Find the coordinates of the point where the line through the points (3, -8, -9) and (2, -7, 1) crosses the plane determined by the points (1, 2, 3), (4, 2, -7), and (0, 4, 3).

Given that the plane passes through the points A(1, 2, 3), B(4, 2, -7), and C(0, 4, 3).
BA = 3i - 9k, CA = -i + 2j
The vector n = BA × CA = 18i + 6j + 6k will be perpendicular to the plane passing through points A, B, C.
So the directional ratios of the plane will be 12, 6, 6.
The equation of the plane will be 12x + 6y + 6z = d, and it passes through point A(1, 2, 3).
So the equation of the plane will be →r ⋅ n = →a ⋅ n, i.e., 2x + y + z = 7.

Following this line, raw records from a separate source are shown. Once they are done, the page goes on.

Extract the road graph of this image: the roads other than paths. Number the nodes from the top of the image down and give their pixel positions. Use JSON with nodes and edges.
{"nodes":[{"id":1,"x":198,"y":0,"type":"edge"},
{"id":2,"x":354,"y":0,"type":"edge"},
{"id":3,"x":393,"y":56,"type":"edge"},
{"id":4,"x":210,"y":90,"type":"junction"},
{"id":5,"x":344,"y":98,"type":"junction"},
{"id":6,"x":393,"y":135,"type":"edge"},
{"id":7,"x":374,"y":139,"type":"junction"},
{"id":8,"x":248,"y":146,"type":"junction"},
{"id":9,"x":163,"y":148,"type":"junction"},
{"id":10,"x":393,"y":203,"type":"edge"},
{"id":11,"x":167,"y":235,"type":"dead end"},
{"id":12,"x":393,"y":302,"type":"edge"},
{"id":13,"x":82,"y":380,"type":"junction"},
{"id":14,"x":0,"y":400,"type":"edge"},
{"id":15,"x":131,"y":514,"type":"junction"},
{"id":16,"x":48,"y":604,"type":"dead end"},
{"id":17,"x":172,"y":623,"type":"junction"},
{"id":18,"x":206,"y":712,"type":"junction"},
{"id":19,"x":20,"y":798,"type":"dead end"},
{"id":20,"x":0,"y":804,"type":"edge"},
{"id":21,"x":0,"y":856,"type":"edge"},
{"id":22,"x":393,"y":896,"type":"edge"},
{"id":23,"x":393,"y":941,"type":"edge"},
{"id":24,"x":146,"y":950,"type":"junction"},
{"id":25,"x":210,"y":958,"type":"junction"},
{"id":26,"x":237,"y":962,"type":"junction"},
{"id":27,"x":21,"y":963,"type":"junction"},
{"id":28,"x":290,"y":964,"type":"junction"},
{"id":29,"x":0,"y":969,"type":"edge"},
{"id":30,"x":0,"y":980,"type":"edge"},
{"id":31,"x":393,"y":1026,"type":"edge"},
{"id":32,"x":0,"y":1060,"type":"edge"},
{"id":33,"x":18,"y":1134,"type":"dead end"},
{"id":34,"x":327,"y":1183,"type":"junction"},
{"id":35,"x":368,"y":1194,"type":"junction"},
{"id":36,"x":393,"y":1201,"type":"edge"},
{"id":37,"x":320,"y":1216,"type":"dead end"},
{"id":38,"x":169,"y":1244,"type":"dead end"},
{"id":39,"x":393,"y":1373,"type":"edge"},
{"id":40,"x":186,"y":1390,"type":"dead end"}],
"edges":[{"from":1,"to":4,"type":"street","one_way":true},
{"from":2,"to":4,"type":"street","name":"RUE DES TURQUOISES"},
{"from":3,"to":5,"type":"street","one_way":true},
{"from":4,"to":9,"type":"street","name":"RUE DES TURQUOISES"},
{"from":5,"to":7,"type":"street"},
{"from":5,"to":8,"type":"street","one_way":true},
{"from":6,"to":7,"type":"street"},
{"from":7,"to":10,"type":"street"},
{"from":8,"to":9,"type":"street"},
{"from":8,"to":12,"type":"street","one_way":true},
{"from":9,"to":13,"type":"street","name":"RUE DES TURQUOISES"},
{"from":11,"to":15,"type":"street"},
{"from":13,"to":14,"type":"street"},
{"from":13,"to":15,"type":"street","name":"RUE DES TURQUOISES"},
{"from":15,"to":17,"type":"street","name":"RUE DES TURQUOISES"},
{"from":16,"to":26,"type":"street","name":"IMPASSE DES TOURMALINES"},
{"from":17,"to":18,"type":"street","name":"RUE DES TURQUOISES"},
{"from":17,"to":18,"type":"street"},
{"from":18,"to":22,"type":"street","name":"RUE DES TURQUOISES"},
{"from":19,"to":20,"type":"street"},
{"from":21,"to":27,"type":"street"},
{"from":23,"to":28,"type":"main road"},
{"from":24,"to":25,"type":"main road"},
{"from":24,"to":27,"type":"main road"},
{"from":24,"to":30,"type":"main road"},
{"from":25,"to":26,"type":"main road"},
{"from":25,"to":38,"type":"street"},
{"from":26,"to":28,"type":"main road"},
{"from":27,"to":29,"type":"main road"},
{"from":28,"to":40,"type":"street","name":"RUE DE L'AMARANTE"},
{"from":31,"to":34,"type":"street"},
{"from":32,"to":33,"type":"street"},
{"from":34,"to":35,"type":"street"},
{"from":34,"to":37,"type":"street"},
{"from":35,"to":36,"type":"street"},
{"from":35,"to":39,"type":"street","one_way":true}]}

The equation of the line passing through points D(3, -8, -9) and E(2, -7, 1) is
x - 3 = (y + 8)/(-1) = (z + 9)/(-10)
So the point on the line will be in the form of (t + 3, -8 - t, -9 - 10t), and this point will lie on the plane.
So we have 2(t + 3) + (-8 - t) + (-9 - 10t) = 7
→ 2t + 6 - 8 - t - 9 - 10t = 7
→ -9t - 11 = 7
→ -9t = 18
→ t = -2
So the point where the line crosses the plane will be (1, -6, 7).